Waleran I of Luxembourg (died 5 June 1288 in the Battle of Worringen) was Lord of Ligny and La Roche around 1281.

He was the second son of Henry V, Count of Luxembourg and Margaret of Bar. While is older brother Henry VI became Count of Luxembourg like their father, Waleran I is the forefather and founder of what became the french branch of the House of Luxembourg, the so-called house of Luxembourg-Ligny.

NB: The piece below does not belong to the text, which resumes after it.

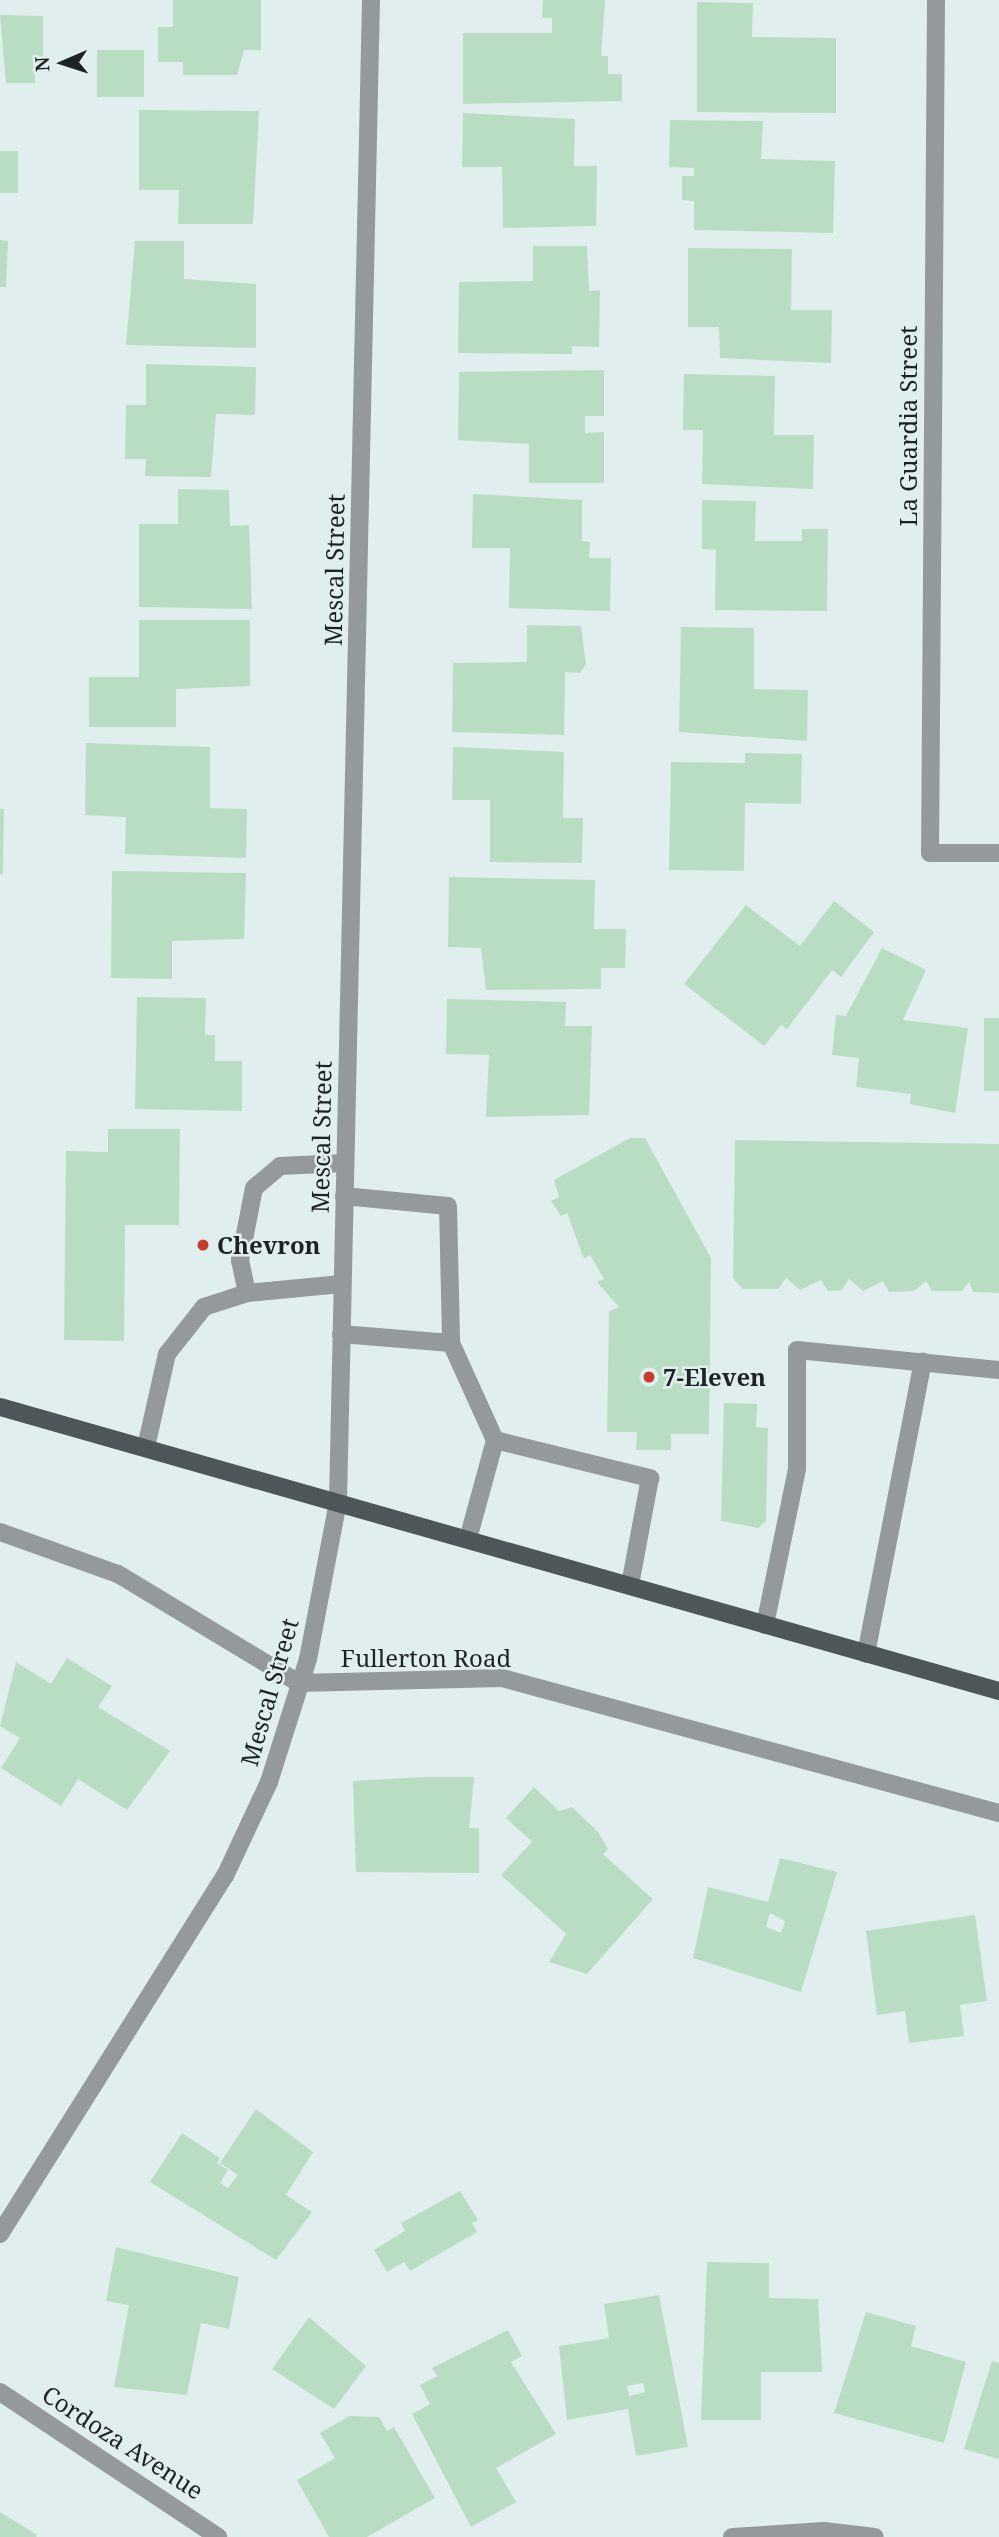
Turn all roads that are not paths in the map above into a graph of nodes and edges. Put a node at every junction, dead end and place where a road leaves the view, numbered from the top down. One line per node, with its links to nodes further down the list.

He married Jeanne, Dame de Beaurevoir (died before December 1300), and had:
 Henry II, died 1303, 1295 Lord of Ligny
 Waleran II (1275–1354) Lord of Ligny, Roussy and Beauvoir, married Guyotte Châtelaine de Lille († 1338)
 Philipotte
 Elisabeth
 Marguerite, nun
 Marie (died 1337), married Jean de Ghistelles (killed in 1346 in the Battle of Crécy)

He was killed together with his brother Henry VI, Count of Luxembourg in the Battle of Worringen against John I, Duke of Brabant. His eldest son, Henry II of Ligny, succeeded him.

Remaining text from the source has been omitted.